Quand la vie était une fête !
En novembre 1989, nous avons (presque) tous espéré qu’après la Révolution bolchévique et près de soixante-dix ans de communisme implacable, la chute du mur de Berlin symboliserait un retour à la liberté pour des centaines de millions de pauvres gens élevés au chou rance et abreuvés de vodka à la sciure de bois. Certes, leurs niveaux de vie se sont depuis fortement améliorés et leurs régimes alimentaires ont suivi, même de loin, les standards de consommation du monde occidental.
Mais dans le même temps, force est de constater que nos libéralismes respectifs ont été influencés, en sens inverse, par les modes tragiques des anciennes républiques soviétiques, des pays de l’Europe de l’Est et de la Chine maoïste, en passant par Cuba et la Corée du nord.
J’en veux pour preuve le délitement de nos ambitions capitalistes d’hier, la contagion de la mesquinerie, la capillarité navrante de l’avarice, qui nous conduisent aujourd’hui à tordre le nez devant le prix des bouteilles de bons vins.
En effet, je suis atterré par la nature des commentaires, de plus en plus nombreux, émanant d’acheteurs timorés, d’une radinerie décomplexée et même ouvertement revendiquée.
Passons sur les records éphémères du bourguignon Cros Parentoux 1985 à 200 000 dollars la caisse. Oublions les cinquante caisses de Mouton-Rothschild 1982 vendues à New-York en 2006 pour 1 million de dollars et qui en vaudraient le triple aujourd’hui.
Oui, balayons d’un revers de la main ces flacons d’exception, tous partis à l’étranger contre une (très, très) légère amélioration de notre balance commerciale. Ce ne sont que broutilles, bagatelles et brimborions, le brin d’herbe qui cache la forêt amazonienne.
Car le vrai problème, la seule question qui vaille qu’on se la pose, c’est : « Pourquoi les Français dans leur immense majorité préfèrent-ils acheter en grande surface des bags-in-box de Roche Mazet à 10 € plutôt que du Château Lafite à 1000 € la quille ? Et vas-y que je te chipote le meilleur rapport qualité/prix ! Tout le monde exhibe sans pudeur la face cachée de son champagne de petit producteur tout juste connu de sa famille. On moque son voisin qui prétend que sa dernière trouvaille du Languedoc vaut ses 20 € alors que l’on sait bien que c’est trop cher payé pour un vin d’une telle provenance (sic) ! On plaisante sur la passion déraisonnable du « beau-frère à ma sœur » pour des bandols à pas de prix, du cousin basque pour son irouléguy chéri, récolté à flanc de coteaux atrocement pentus, et qui ne nourrit même pas son homme…

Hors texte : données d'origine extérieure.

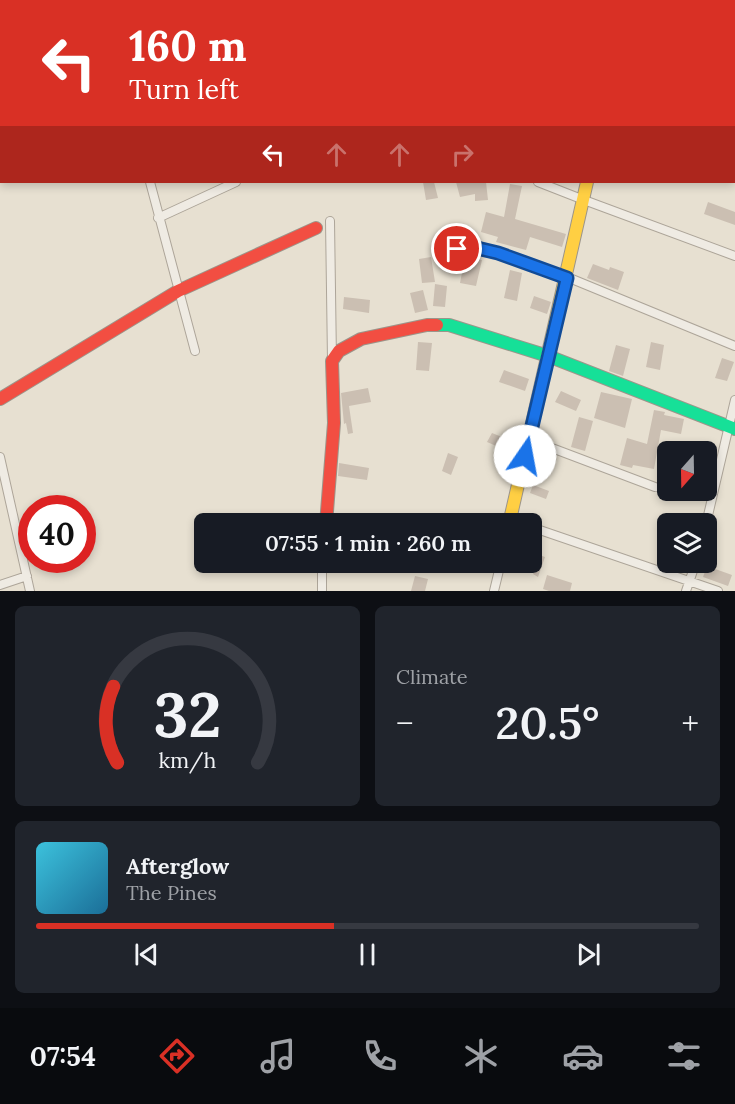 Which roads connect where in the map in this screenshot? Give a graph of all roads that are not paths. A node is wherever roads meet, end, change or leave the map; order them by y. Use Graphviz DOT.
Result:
graph roads {
  1 [pos="150,183"];
  2 [pos="234,183"];
  3 [pos="541,183"];
  4 [pos="587,183"];
  5 [pos="584,200"];
  6 [pos="158,218"];
  7 [pos="330,221"];
  8 [pos="316,228"];
  9 [pos="437,251"];
  10 [pos="735,256"];
  11 [pos="567,278"];
  12 [pos="178,291"];
  13 [pos="735,346"];
  14 [pos="195,351"];
  15 [pos="548,356"];
  16 [pos="332,361"];
  17 [pos="0,399"];
  18 [pos="735,400"];
  19 [pos="732,428"];
  20 [pos="528,439"];
  21 [pos="0,457"];
  22 [pos="655,487"];
  23 [pos="327,513"];
  24 [pos="515,513"];
  25 [pos="709,513"];
  26 [pos="542,531"];
  27 [pos="322,573"];
  28 [pos="498,573"];
  29 [pos="693,573"];
  30 [pos="27,576"];
  31 [pos="690,581"];
  32 [pos="0,585"];
  33 [pos="30,591"];
  34 [pos="322,591"];
  35 [pos="494,591"];
  36 [pos="686,591"];
  37 [pos="718,591"];
  1 -- 6 [label="street"];
  2 -- 6 [label="street"];
  3 -- 5 [label="street"];
  4 -- 5 [label="street"];
  5 -- 10 [label="street"];
  5 -- 11 [label="street"];
  6 -- 12 [label="street"];
  7 -- 16 [label="street"];
  8 -- 12 [label="street"];
  9 -- 11 [label="street"];
  11 -- 13 [label="street"];
  11 -- 15 [label="street"];
  12 -- 14 [label="street"];
  12 -- 17 [label="street"];
  15 -- 16 [label="street"];
  15 -- 19 [label="street"];
  15 -- 20 [label="street"];
  16 -- 23 [label="street"];
  18 -- 19 [label="street"];
  19 -- 25 [label="street"];
  20 -- 22 [label="street"];
  20 -- 24 [label="street"];
  21 -- 30 [label="street"];
  26 -- 31 [label="street"];
  27 -- 34 [label="street"];
  28 -- 35 [label="street"];
  29 -- 31 [label="street"];
  30 -- 32 [label="street"];
  30 -- 33 [label="street"];
  31 -- 36 [label="street"];
  31 -- 37 [label="street"];
} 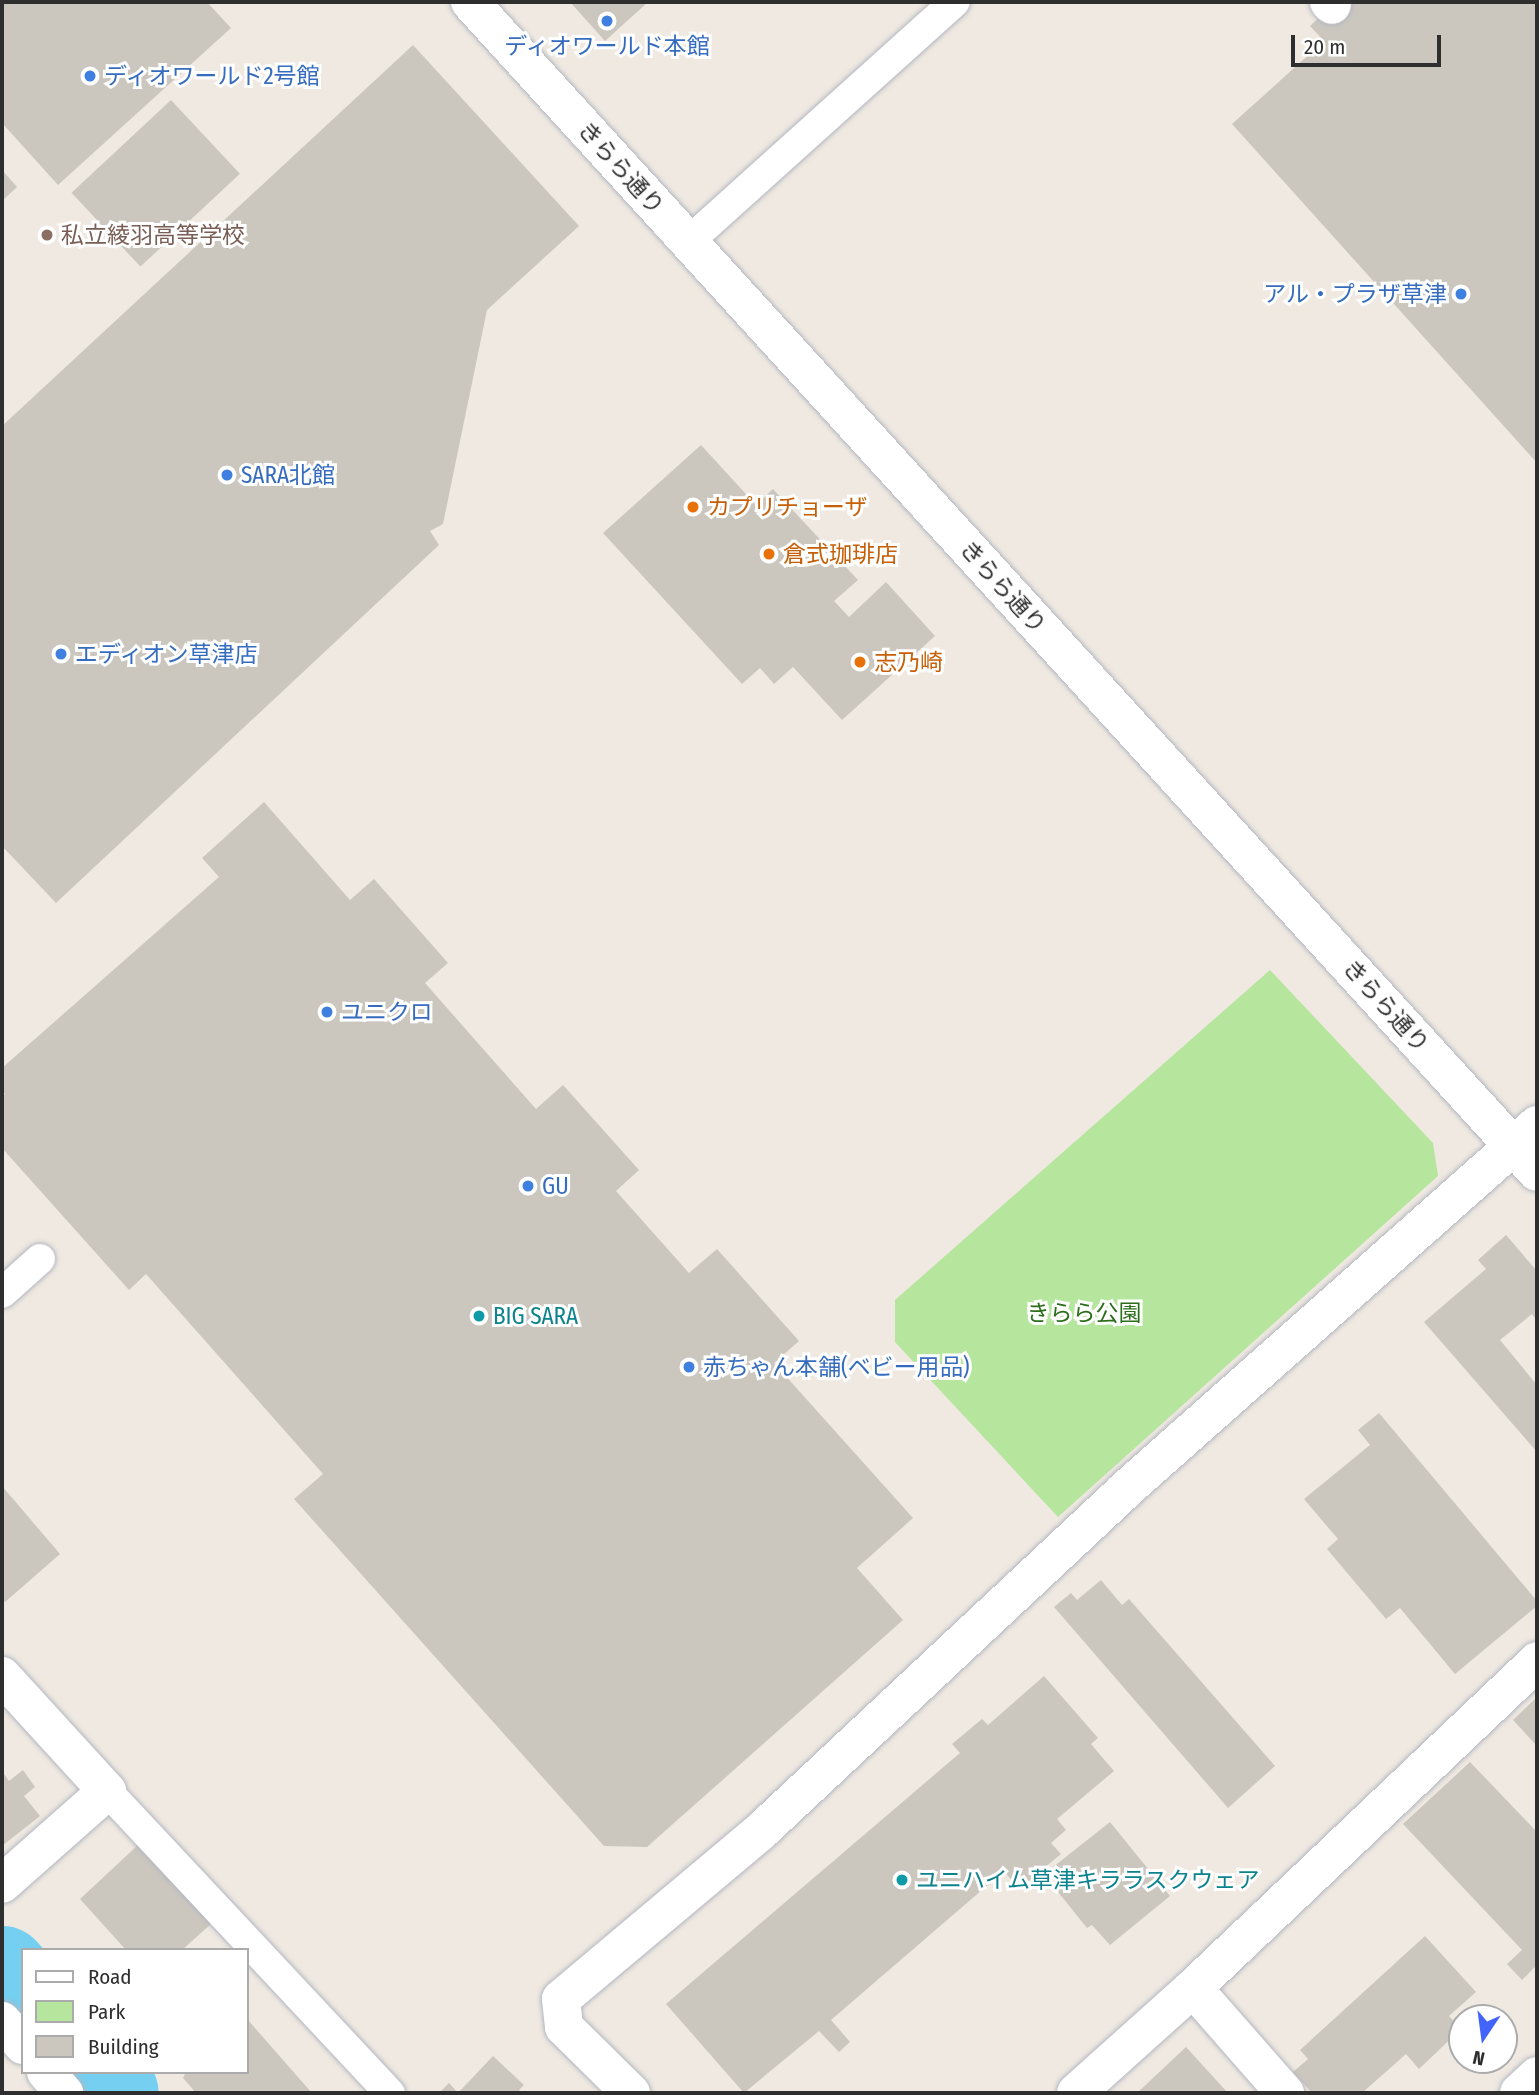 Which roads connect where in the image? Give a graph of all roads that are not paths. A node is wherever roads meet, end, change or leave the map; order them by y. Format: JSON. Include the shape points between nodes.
{"nodes":[{"id":1,"x":470,"y":2,"type":"edge"},
{"id":2,"x":955,"y":2,"type":"edge"},
{"id":3,"x":688,"y":242,"type":"junction"},
{"id":4,"x":1529,"y":1148,"type":"edge"},
{"id":5,"x":40,"y":1259,"type":"dead end"},
{"id":6,"x":2,"y":1293,"type":"edge"},
{"id":7,"x":1537,"y":1661,"type":"edge"},
{"id":8,"x":2,"y":1676,"type":"edge"},
{"id":9,"x":107,"y":1791,"type":"junction"},
{"id":10,"x":2,"y":1884,"type":"edge"},
{"id":11,"x":1193,"y":1988,"type":"junction"},
{"id":12,"x":2,"y":2021,"type":"edge"},
{"id":13,"x":21,"y":2043,"type":"edge"},
{"id":14,"x":48,"y":2074,"type":"edge"},
{"id":15,"x":1537,"y":2076,"type":"edge"},
{"id":16,"x":64,"y":2093,"type":"edge"},
{"id":17,"x":390,"y":2093,"type":"edge"},
{"id":18,"x":631,"y":2093,"type":"edge"},
{"id":19,"x":1076,"y":2093,"type":"edge"},
{"id":20,"x":1284,"y":2093,"type":"edge"},
{"id":21,"x":1519,"y":2093,"type":"edge"}],
"edges":[{"from":1,"to":3,"type":"street","name":"きらら通り"},
{"from":2,"to":3,"type":"lane"},
{"from":3,"to":4,"type":"street","name":"きらら通り"},
{"from":4,"to":18,"type":"street","via":[[1124,1491],[760,1832],[561,1999],[564,2027]]},
{"from":5,"to":6,"type":"lane"},
{"from":7,"to":11,"type":"street"},
{"from":8,"to":9,"type":"street"},
{"from":9,"to":10,"type":"street"},
{"from":9,"to":17,"type":"lane"},
{"from":11,"to":19,"type":"street"},
{"from":11,"to":20,"type":"street"},
{"from":12,"to":13,"type":"street"},
{"from":14,"to":16,"type":"street"},
{"from":15,"to":21,"type":"street"}]}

Cette notion, après tout estimable, de rapport qualité/prix est constamment tournée en ridicule par ceux qui n’ont pour objectif que d’acheter un prix ! Le thème a déjà été traité ici ou là : https://gretagarbure.com/2012/11/29/ptit-billet-dhumeur-6/
Mais il est triste que, la qualité n’étant pas facile à quantifier, on préfère oublier son importance. La haine bruyamment exprimée envers toutes formes de notations sur 10, 20 ou 100 ou d’appréciations personnelles pousse à ne plus respecter qu’un seul mot d’ordre, ô combien mobilisateur : « J’aime ou j’aime pas » !
Tuons donc toute communication sur le vin comme l’ont déjà entamé Monsieur Évin, les prohibitionnistes de l’ANPAA, les lobbies alcooliers ainsi que les légions de pisse-vinaigre qui nous cernent, de plus en plus « dominateurs et sûrs d’eux-mêmes ».
Ainsi, le vin ne sera plus une récompense, un compagnon de route et de repas, l’ami des beaux dimanches, l’objet de désirs fougueux ou romantiques, ni même de connaissance et d’enseignement.
Ce sera la fin d’un magnifique parcours initiatique d’hommes et de femmes pour lesquels la vie était une fête grâce aux jolies bouteilles, celles dont on aimait aussi les prix quand on les trouvait justes !
Catherine Digue
15 avril 2016 @ 7 h 37 min
ah… que c’est juste et bien vu… Je garde le souvenir de merveilleuses bouteilles ouvertes religieusement
pour partager un moment de bonheur, fêter un évènement ou tout simplement se réjouir d’être ensemble
à déguster un nectar… Un bon cru, une « maison », un cépage ou un vignoble prestigieux et l’amour du travail
bien fait mis en bouteille. Résistons à, comme l’écrit si bien Philippe Sollers « une époque lourde, analphabète et triste
(celle du populisme précieux), tout doit avoir l’air authentique et démagogique, alors que règne, sous couvert de coeur, une froideur rentabilisée. La brutalité d’un côté et le sentimentalisme de l’autre ont remplacé la sensibilité et l’ironie du goût ».